■ EXERCISE REQUIREMENTS ■
Copy out the lines of the records below, and only those lines, from the one with "pinky tip: (1298, 626)" through the one with "index mcp: (1190, 609)", exactly as they appear.

[Keypoint coordinate data]
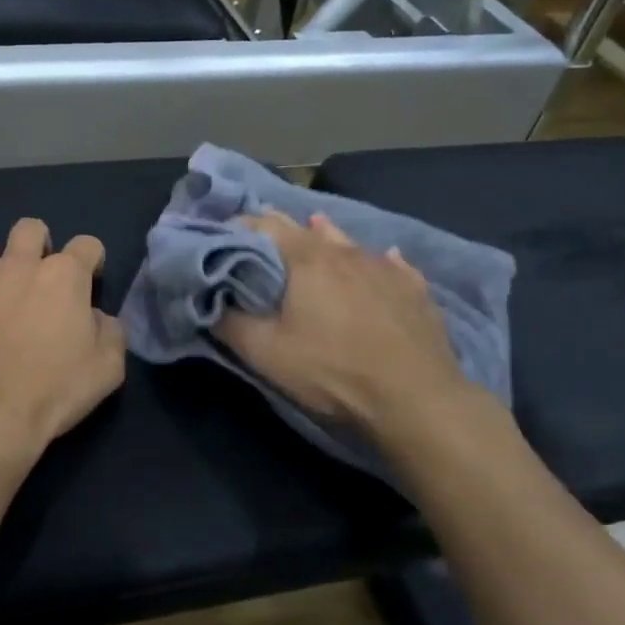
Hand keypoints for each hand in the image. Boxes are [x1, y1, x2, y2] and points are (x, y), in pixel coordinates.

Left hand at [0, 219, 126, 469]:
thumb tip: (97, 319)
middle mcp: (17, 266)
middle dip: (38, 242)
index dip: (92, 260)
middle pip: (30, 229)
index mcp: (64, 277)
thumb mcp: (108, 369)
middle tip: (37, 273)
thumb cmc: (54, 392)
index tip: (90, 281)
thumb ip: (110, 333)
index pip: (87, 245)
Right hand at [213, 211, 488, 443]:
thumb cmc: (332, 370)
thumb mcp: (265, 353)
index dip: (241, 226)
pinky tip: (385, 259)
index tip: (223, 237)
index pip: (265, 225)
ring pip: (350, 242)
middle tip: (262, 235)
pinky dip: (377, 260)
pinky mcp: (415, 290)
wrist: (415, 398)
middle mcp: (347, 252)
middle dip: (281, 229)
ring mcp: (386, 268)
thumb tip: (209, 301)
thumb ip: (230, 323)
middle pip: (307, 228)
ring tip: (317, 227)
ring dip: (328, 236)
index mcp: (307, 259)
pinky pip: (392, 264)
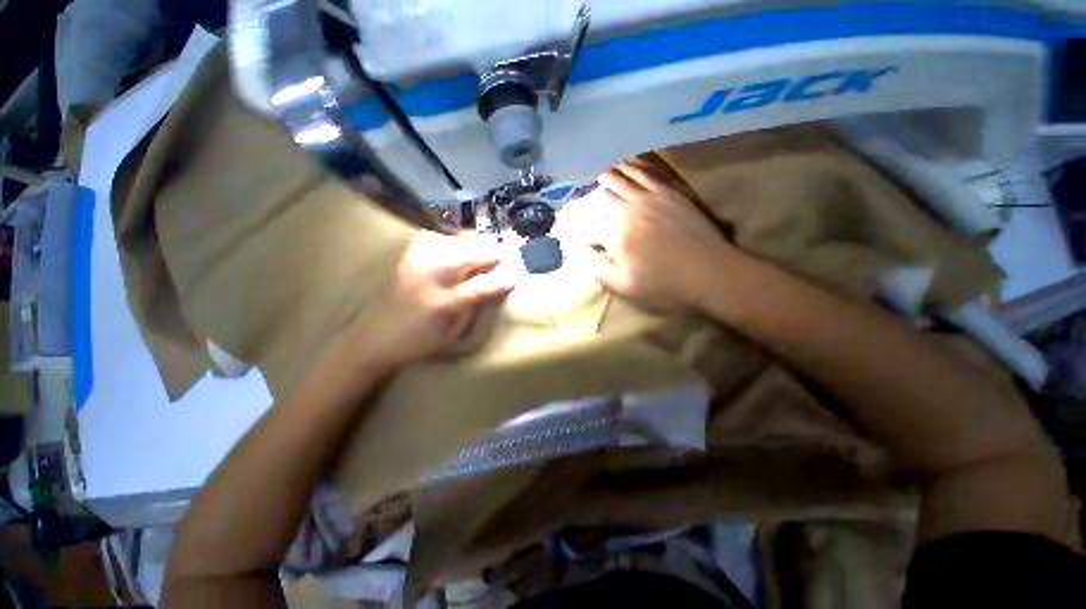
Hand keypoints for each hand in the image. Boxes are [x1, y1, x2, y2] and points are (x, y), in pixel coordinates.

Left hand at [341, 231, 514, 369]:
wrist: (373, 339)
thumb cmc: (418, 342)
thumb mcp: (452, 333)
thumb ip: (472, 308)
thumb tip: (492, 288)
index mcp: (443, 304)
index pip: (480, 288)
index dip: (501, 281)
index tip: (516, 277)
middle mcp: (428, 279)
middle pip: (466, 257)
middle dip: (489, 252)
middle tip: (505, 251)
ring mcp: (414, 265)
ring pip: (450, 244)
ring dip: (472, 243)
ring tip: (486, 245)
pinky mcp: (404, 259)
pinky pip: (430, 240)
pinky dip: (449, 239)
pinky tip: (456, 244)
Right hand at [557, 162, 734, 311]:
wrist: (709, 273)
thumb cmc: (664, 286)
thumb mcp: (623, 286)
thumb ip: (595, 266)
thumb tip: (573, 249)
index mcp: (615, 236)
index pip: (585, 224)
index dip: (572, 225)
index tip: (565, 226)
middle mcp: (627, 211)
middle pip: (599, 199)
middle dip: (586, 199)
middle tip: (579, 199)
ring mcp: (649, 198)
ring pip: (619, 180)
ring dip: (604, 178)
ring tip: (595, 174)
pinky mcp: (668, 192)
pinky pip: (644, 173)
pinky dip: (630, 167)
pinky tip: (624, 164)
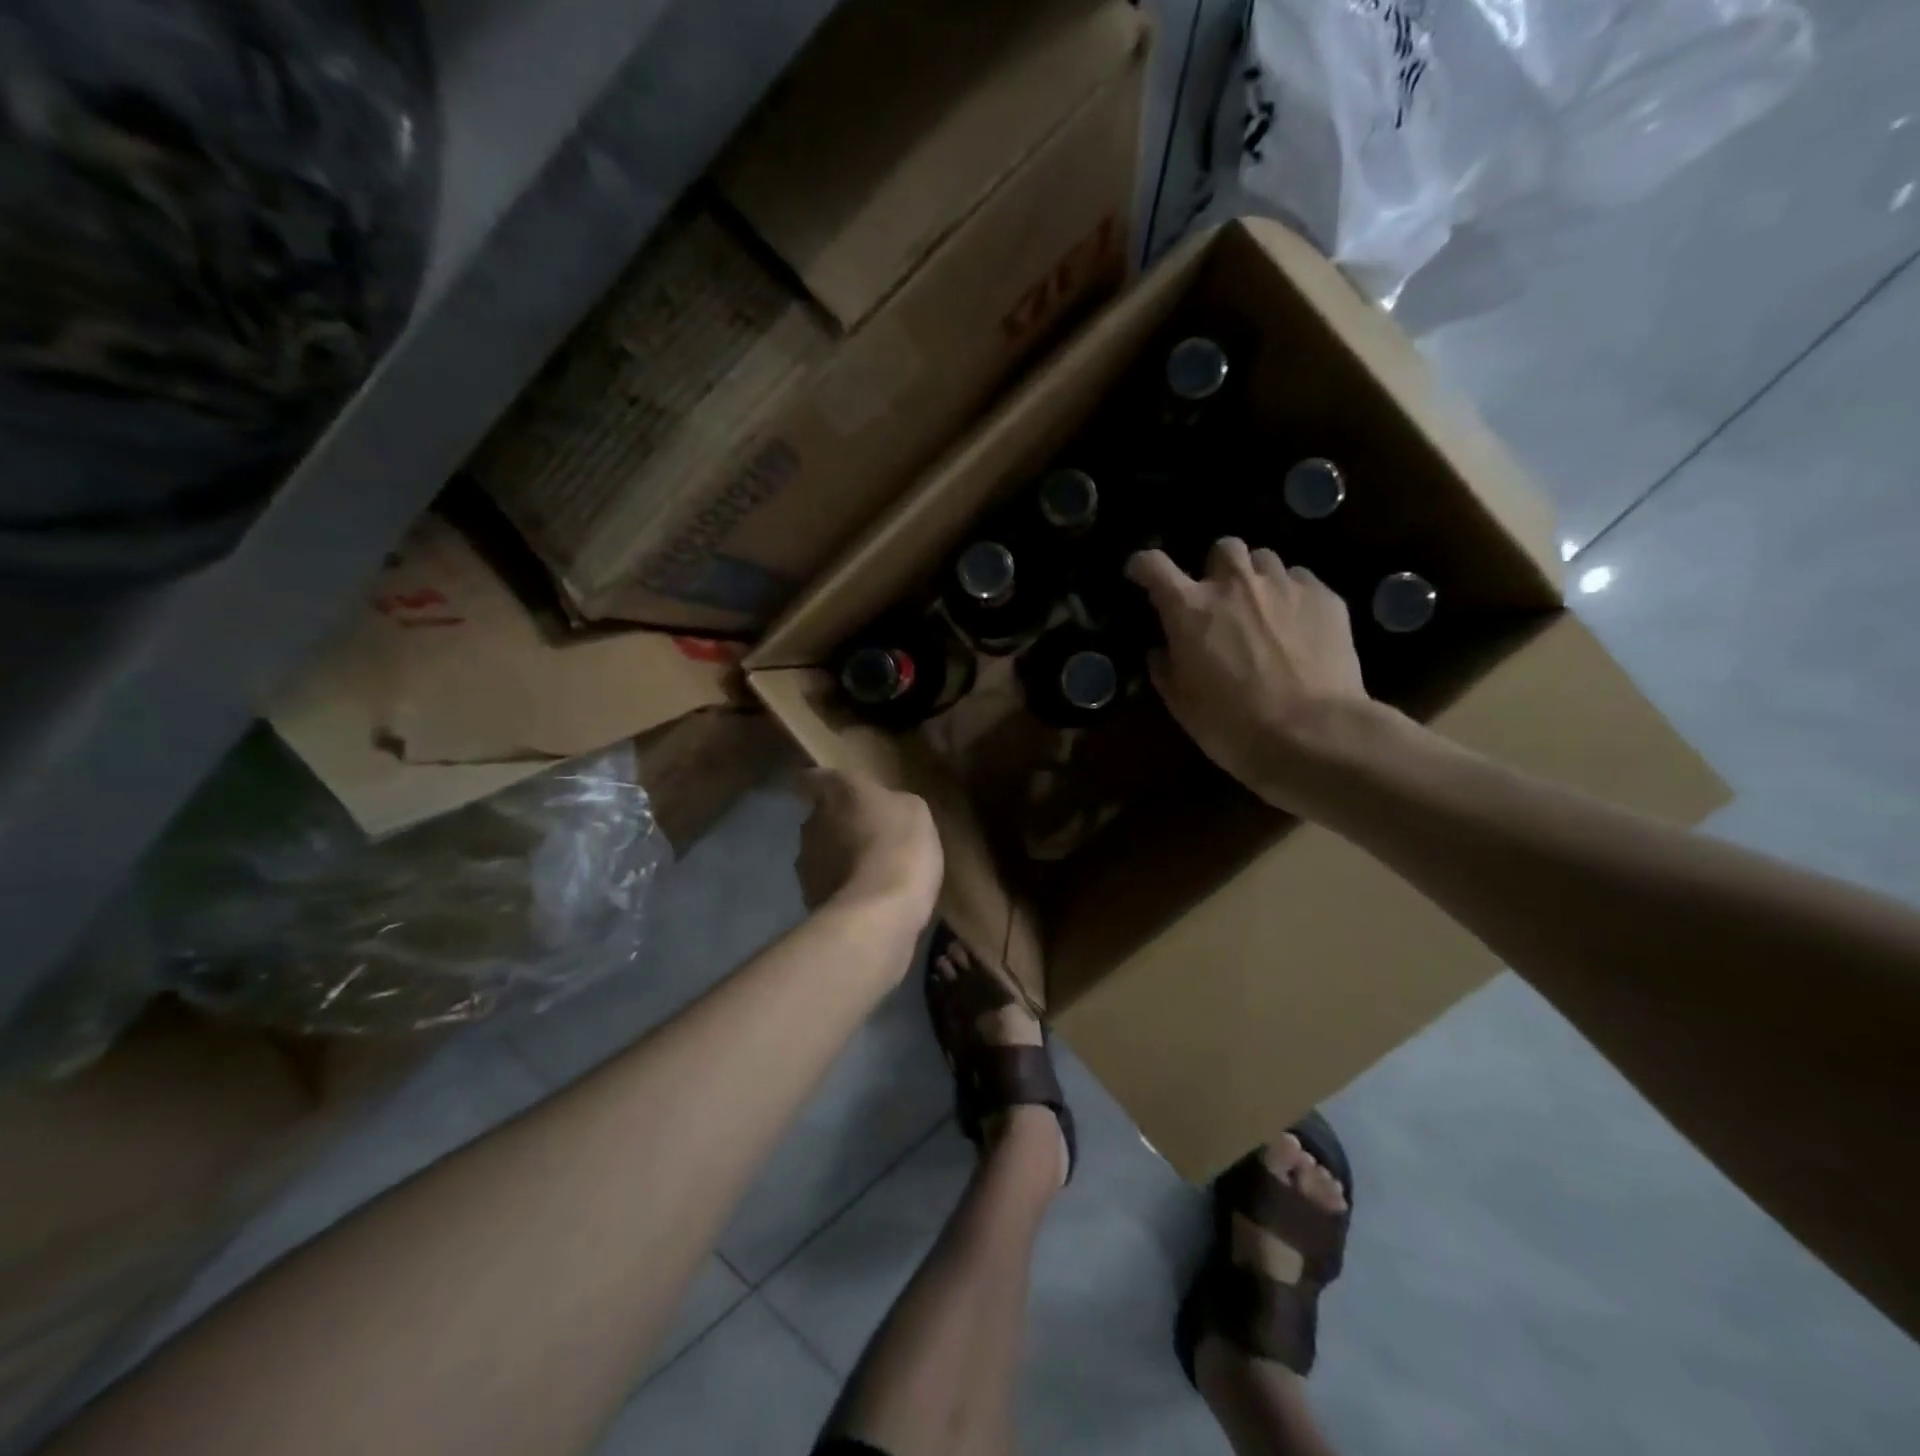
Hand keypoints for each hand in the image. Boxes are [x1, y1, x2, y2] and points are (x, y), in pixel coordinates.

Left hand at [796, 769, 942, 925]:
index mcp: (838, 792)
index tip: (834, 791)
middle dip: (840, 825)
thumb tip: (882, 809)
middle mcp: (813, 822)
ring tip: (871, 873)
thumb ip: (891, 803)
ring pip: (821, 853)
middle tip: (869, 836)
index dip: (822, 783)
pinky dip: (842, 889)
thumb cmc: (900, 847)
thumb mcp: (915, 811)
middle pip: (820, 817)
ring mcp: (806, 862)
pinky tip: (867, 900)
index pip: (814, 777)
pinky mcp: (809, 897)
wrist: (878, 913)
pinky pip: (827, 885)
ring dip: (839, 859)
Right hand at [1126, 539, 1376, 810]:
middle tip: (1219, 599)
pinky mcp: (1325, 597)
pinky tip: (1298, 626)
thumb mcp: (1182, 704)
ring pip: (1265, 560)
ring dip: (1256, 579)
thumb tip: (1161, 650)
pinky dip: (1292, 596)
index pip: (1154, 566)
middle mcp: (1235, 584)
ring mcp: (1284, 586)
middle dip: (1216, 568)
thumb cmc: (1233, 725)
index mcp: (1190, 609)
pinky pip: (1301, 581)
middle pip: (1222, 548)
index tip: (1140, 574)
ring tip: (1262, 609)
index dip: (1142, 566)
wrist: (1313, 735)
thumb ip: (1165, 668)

■ THE ANSWER ■
pinky tip: (1298, 626)
thumb mcp: (1182, 704)
ring pip: (1265, 560)
ring dip: (1256, 579)
thumb tip: (1161, 650)
pinky dip: (1292, 596)
index pip: (1154, 566)
middle mcp: (1235, 584)
ring mcp: (1284, 586)
middle dip: (1216, 568)
thumb cmc: (1233, 725)
index mcp: (1190, 609)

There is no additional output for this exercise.